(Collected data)
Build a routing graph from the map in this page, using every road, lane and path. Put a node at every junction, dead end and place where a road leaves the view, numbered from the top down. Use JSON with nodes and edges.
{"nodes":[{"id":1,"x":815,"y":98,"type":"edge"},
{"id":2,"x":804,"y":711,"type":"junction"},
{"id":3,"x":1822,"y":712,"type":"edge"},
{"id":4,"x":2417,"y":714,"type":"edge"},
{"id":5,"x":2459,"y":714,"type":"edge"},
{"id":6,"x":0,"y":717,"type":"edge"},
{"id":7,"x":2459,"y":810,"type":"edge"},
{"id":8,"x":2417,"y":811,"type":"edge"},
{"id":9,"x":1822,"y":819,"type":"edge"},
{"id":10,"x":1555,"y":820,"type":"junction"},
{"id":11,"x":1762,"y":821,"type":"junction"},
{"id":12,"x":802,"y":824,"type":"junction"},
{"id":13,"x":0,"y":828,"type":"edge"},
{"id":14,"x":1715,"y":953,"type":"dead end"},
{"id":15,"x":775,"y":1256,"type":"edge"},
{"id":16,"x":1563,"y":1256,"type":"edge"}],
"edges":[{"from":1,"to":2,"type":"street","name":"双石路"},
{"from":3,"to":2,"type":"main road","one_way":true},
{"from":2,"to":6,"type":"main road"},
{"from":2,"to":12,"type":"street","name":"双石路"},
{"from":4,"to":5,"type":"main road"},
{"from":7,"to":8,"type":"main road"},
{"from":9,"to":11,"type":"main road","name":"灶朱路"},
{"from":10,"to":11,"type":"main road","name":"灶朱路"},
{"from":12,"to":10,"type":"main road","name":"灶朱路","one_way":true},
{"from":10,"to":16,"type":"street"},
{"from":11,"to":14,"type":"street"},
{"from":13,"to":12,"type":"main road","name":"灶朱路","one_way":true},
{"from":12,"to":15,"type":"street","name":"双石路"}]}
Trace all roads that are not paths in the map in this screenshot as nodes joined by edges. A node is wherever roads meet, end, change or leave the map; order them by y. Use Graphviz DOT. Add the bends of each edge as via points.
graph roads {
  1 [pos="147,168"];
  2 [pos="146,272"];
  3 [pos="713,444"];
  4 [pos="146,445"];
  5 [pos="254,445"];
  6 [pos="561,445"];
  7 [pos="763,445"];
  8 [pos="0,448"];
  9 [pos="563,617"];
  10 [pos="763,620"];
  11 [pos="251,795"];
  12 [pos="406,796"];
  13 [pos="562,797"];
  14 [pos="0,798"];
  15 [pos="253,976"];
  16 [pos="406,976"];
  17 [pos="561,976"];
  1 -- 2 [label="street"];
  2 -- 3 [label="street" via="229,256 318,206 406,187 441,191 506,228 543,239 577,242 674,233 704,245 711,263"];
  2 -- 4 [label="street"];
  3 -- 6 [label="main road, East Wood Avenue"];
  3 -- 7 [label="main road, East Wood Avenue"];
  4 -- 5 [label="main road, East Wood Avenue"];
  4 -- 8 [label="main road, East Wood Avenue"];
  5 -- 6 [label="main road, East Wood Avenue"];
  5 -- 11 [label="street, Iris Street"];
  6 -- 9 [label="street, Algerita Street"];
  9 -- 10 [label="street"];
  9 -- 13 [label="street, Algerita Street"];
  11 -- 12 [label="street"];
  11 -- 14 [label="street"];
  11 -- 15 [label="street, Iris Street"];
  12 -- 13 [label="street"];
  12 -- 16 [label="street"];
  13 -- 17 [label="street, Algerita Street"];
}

■ THE PROBLEM: An accurate, complete transcription of the records above is needed.

■ TASK ANSWER:
Build a routing graph from the map in this page, using every road, lane and path. Put a node at every junction, dead end and place where a road leaves the view, numbered from the top down. Use JSON with nodes and edges.
{"nodes":[{"id":1,"x":815,"y":98,"type":"edge"},
{"id":2,"x":804,"y":711,"type":"junction"},
{"id":3,"x":1822,"y":712,"type":"edge"},
{"id":4,"x":2417,"y":714,"type":"edge"},
{"id":5,"x":2459,"y":714,"type":"edge"},
{"id":6,"x":0,"y":717,"type":"edge"},
{"id":7,"x":2459,"y":810,"type":"edge"},
{"id":8,"x":2417,"y":811,"type":"edge"},
{"id":9,"x":1822,"y":819,"type":"edge"},
{"id":10,"x":1555,"y":820,"type":"junction"},
{"id":11,"x":1762,"y":821,"type":"junction"},
{"id":12,"x":802,"y":824,"type":"junction"},
{"id":13,"x":0,"y":828,"type":"edge"},
{"id":14,"x":1715,"y":953,"type":"dead end"},
{"id":15,"x":775,"y":1256,"type":"edge"},
{"id":16,"x":1563,"y":1256,"type":"edge"}],
"edges":[{"from":1,"to":2,"type":"street","name":"双石路"},
{"from":3,"to":2,"type":"main road","one_way":true},
{"from":2,"to":6,"type":"main road"},
{"from":2,"to":12,"type":"street","name":"双石路"},
{"from":4,"to":5,"type":"main road"},
{"from":7,"to":8,"type":"main road"},
{"from":9,"to":11,"type":"main road","name":"灶朱路"},
{"from":10,"to":11,"type":"main road","name":"灶朱路"},
{"from":12,"to":10,"type":"main road","name":"灶朱路","one_way":true},
{"from":10,"to":16,"type":"street"},
{"from":11,"to":14,"type":"street"},
{"from":13,"to":12,"type":"main road","name":"灶朱路","one_way":true},
{"from":12,"to":15,"type":"street","name":"双石路"}]}
Trace all roads that are not paths in the map in this screenshot as nodes joined by edges. A node is wherever roads meet, end, change or leave the map; order them by y. Use Graphviz DOT. Add the bends of each edge as via points.
graph roads {
  1 [pos="147,168"];
  2 [pos="146,272"];
  3 [pos="713,444"];
  4 [pos="146,445"];
  5 [pos="254,445"];
  6 [pos="561,445"];
  7 [pos="763,445"];
  8 [pos="0,448"];
  9 [pos="563,617"];
  10 [pos="763,620"];
  11 [pos="251,795"];
  12 [pos="406,796"];
  13 [pos="562,797"];
  14 [pos="0,798"];
  15 [pos="253,976"];
  16 [pos="406,976"];
  17 [pos="561,976"];
  1 -- 2 [label="street"];
  2 -- 3 [label="street" via="229,256 318,206 406,187 441,191 506,228 543,239 577,242 674,233 704,245 711,263"];
  2 -- 4 [label="street"];
  3 -- 6 [label="main road, East Wood Avenue"];
  3 -- 7 [label="main road, East Wood Avenue"];
  4 -- 5 [label="main road, East Wood Avenue"];
  4 -- 8 [label="main road, East Wood Avenue"];
  5 -- 6 [label="main road, East Wood Avenue"];
  5 -- 11 [label="street, Iris Street"];
  6 -- 9 [label="street, Algerita Street"];
  9 -- 10 [label="street"];
  9 -- 13 [label="street, Algerita Street"];
  11 -- 12 [label="street"];
  11 -- 14 [label="street"];
  11 -- 15 [label="street, Iris Street"];
  12 -- 13 [label="street"];
  12 -- 16 [label="street"];
  13 -- 17 [label="street, Algerita Street"];
}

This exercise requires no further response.